Problem details
Transcribe each record below character for character.

..........

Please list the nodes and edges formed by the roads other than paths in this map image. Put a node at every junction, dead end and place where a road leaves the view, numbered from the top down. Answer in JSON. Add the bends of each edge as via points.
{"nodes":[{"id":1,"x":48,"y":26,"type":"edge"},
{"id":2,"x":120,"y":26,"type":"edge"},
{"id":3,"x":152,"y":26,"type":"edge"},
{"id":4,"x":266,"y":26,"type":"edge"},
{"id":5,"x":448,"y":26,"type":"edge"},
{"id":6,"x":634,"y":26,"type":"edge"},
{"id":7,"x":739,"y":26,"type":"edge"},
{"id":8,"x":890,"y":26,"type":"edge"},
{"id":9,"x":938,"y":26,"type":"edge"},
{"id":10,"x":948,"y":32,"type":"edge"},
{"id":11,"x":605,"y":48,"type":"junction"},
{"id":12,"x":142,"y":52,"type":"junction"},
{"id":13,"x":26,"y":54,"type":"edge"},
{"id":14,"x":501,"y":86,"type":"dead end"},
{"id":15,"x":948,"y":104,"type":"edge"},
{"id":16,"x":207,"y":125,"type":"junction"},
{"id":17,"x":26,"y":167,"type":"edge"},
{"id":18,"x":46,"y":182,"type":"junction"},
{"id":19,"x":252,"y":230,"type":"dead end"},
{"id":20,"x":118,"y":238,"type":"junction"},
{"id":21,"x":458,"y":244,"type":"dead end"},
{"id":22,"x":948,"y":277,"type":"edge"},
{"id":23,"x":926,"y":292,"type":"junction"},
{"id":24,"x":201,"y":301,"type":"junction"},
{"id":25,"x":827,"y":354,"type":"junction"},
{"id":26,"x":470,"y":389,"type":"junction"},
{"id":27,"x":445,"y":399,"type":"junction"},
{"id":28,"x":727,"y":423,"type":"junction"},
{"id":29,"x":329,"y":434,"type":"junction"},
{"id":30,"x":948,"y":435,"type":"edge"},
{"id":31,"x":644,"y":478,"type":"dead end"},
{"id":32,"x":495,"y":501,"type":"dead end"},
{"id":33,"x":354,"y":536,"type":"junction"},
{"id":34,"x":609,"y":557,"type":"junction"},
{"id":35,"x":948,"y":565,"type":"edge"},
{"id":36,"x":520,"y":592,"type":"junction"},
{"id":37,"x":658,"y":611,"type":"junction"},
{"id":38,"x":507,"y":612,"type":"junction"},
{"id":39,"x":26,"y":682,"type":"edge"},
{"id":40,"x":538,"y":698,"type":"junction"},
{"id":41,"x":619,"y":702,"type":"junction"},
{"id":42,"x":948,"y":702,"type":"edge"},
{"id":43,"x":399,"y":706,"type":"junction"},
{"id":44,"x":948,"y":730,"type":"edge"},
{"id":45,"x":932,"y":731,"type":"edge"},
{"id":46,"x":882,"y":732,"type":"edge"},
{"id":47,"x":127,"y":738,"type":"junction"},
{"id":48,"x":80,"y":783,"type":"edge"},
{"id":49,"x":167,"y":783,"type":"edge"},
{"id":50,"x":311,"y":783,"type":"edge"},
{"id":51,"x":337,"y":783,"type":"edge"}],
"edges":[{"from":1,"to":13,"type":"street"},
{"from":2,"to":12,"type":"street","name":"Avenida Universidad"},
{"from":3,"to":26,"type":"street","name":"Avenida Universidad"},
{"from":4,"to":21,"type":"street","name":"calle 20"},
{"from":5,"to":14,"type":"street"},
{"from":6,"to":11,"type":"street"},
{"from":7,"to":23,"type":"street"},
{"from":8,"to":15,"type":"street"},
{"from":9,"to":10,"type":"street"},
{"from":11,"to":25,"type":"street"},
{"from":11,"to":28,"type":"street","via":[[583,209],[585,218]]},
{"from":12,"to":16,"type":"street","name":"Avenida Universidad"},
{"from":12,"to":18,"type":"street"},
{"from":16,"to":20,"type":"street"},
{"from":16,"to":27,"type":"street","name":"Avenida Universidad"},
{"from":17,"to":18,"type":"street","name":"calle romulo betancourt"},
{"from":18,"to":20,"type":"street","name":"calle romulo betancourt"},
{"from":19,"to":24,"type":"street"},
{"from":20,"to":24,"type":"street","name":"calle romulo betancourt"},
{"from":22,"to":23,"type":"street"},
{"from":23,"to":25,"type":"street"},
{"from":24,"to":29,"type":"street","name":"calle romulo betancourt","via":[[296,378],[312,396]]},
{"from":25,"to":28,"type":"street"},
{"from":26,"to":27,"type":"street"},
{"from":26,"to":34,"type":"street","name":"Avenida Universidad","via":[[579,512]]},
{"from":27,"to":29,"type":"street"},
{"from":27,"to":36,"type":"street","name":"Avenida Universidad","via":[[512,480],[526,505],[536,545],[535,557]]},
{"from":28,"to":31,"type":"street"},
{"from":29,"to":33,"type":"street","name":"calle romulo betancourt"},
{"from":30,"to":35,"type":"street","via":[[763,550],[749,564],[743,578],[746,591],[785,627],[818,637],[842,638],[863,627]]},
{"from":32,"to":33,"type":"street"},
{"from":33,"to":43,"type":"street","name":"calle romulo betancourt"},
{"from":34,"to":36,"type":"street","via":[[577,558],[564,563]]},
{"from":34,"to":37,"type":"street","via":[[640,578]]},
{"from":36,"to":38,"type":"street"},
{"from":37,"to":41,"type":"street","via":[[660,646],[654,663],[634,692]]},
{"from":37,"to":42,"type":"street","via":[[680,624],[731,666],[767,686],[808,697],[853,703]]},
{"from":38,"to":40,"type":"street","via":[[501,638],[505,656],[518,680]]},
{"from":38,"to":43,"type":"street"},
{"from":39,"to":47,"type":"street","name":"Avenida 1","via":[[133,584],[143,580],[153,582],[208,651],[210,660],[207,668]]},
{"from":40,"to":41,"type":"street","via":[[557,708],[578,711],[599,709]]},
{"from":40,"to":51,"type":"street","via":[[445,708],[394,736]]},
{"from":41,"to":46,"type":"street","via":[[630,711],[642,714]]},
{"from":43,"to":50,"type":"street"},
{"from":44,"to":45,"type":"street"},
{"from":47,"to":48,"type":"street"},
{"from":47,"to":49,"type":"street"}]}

..........

Output below
Please list the nodes and edges formed by the roads other than paths in this map image. Put a node at every junction, dead end and place where a road leaves the view, numbered from the top down. Answer in JSON. Add the bends of each edge as via points.
{"nodes":[{"id":1,"x":48,"y":26,"type":"edge"},
{"id":2,"x":120,"y":26,"type":"edge"},
{"id":3,"x":152,"y":26,"type":"edge"},
{"id":4,"x":266,"y":26,"type":"edge"},
{"id":5,"x":448,"y":26,"type":"edge"},
{"id":6,"x":634,"y":26,"type":"edge"},
{"id":7,"x":739,"y":26,"type":"edge"},
{"id":8,"x":890,"y":26,"type":"edge"},
{"id":9,"x":938,"y":26,"type":"edge"},
{"id":10,"x":948,"y":32,"type":"edge"},
{"id":11,"x":605,"y":48,"type":"junction"},
{"id":12,"x":142,"y":52,"type":"junction"},
{"id":13,"x":26,"y":54,"type":"edge"},
{"id":14,"x":501,"y":86,"type":"dead end"},
{"id":15,"x":948,"y":104,"type":"edge"},
{"id":16,"x":207,"y":125,"type":"junction"},
{"id":17,"x":26,"y":167,"type":"edge"},
{"id":18,"x":46,"y":182,"type":"junction"},
{"id":19,"x":252,"y":230,"type":"dead end"},
{"id":20,"x":118,"y":238,"type":"junction"},
{"id":21,"x":458,"y":244,"type":"dead end"},
{"id":22,"x":948,"y":277,"type":"edge"},
{"id":23,"x":926,"y":292,"type":"junction"},
{"id":24,"x":201,"y":301,"type":"junction"},
{"id":25,"x":827,"y":354,"type":"junction"},
{"id":26,"x":470,"y":389,"type":"junction"},
{"id":27,"x":445,"y":399,"type":"junction"},
{"id":28,"x":727,"y":423,"type":"junction"},
{"id":29,"x":329,"y":434,"type":"junction"},
{"id":30,"x":948,"y":435,"type":"edge"},
{"id":31,"x":644,"y":478,"type":"dead end"},
{"id":32,"x":495,"y":501,"type":"dead end"},
{"id":33,"x":354,"y":536,"type":"junction"},
{"id":34,"x":609,"y":557,"type":"junction"},
{"id":35,"x":948,"y":565,"type":"edge"},
{"id":36,"x":520,"y":592,"type":"junction"},
{"id":37,"x":658,"y":611,"type":"junction"},
{"id":38,"x":507,"y":612,"type":"junction"},
{"id":39,"x":26,"y":682,"type":"edge"},
{"id":40,"x":538,"y":698,"type":"junction"},
{"id":41,"x":619,"y":702,"type":"junction"},
{"id":42,"x":948,"y":702,"type":"edge"},
{"id":43,"x":399,"y":706,"type":"junction"},
{"id":44,"x":948,"y":730,"type":"edge"},
{"id":45,"x":932,"y":731,"type":"edge"},
{"id":46,"x":882,"y":732,"type":"edge"},
{"id":47,"x":127,"y":738,"type":"junction"},
{"id":48,"x":80,"y":783,"type":"edge"},
{"id":49,"x":167,"y":783,"type":"edge"},
{"id":50,"x":311,"y":783,"type":"edge"},
{"id":51,"x":337,"y":783,"type":"edge"}],
"edges":[{"from":1,"to":13,"type":"street"},
{"from":2,"to":12,"type":"street","name":"Avenida Universidad"},
{"from":3,"to":26,"type":"street","name":"Avenida Universidad"},
{"from":4,"to":21,"type":"street","name":"calle 20"},
{"from":5,"to":14,"type":"street"},
{"from":6,"to":11,"type":"street"},
{"from":7,"to":23,"type":"street"},
{"from":8,"to":15,"type":"street"},
{"from":9,"to":10,"type":"street"},
{"from":11,"to":25,"type":"street"},
{"from":11,"to":28,"type":"street","via":[[583,209],[585,218]]},
{"from":12,"to":16,"type":"street","name":"Avenida Universidad"},
{"from":12,"to":18,"type":"street"},
{"from":16,"to":20,"type":"street"},
{"from":16,"to":27,"type":"street","name":"Avenida Universidad"},
{"from":17,"to":18,"type":"street","name":"calle romulo betancourt"},
{"from":18,"to":20,"type":"street","name":"calle romulo betancourt"},
{"from":19,"to":24,"type":"street"},
{"from":20,"to":24,"type":"street","name":"calle romulo betancourt"},
{"from":22,"to":23,"type":"street"},
{"from":23,"to":25,"type":"street"},
{"from":24,"to":29,"type":"street","name":"calle romulo betancourt","via":[[296,378],[312,396]]},
{"from":25,"to":28,"type":"street"},
{"from":26,"to":27,"type":"street"},
{"from":26,"to":34,"type":"street","name":"Avenida Universidad","via":[[579,512]]},
{"from":27,"to":29,"type":"street"},
{"from":27,"to":36,"type":"street","name":"Avenida Universidad","via":[[512,480],[526,505],[536,545],[535,557]]},
{"from":28,"to":31,"type":"street"},
{"from":29,"to":33,"type":"street","name":"calle romulo betancourt"},
{"from":30,"to":35,"type":"street","via":[[763,550],[749,564],[743,578],[746,591],[785,627],[818,637],[842,638],[863,627]]},
{"from":32,"to":33,"type":"street"},
{"from":33,"to":43,"type":"street","name":"calle romulo betancourt"},
{"from":34,"to":36,"type":"street","via":[[577,558],[564,563]]},
{"from":34,"to":37,"type":"street","via":[[640,578]]},
{"from":36,"to":38,"type":"street"},
{"from":37,"to":41,"type":"street","via":[[660,646],[654,663],[634,692]]},
{"from":37,"to":42,"type":"street","via":[[680,624],[731,666],[767,686],[808,697],[853,703]]},
{"from":38,"to":40,"type":"street","via":[[501,638],[505,656],[518,680]]},
{"from":38,"to":43,"type":"street"},
{"from":39,"to":47,"type":"street","name":"Avenida 1","via":[[133,584],[143,580],[153,582],[208,651],[210,660],[207,668]]},
{"from":40,"to":41,"type":"street","via":[[557,708],[578,711],[599,709]]},
{"from":40,"to":51,"type":"street","via":[[445,708],[394,736]]},
{"from":41,"to":46,"type":"street","via":[[630,711],[642,714]]},
{"from":43,"to":50,"type":"street"},
{"from":44,"to":45,"type":"street"},
{"from":47,"to":48,"type":"street"},
{"from":47,"to":49,"type":"street"}]}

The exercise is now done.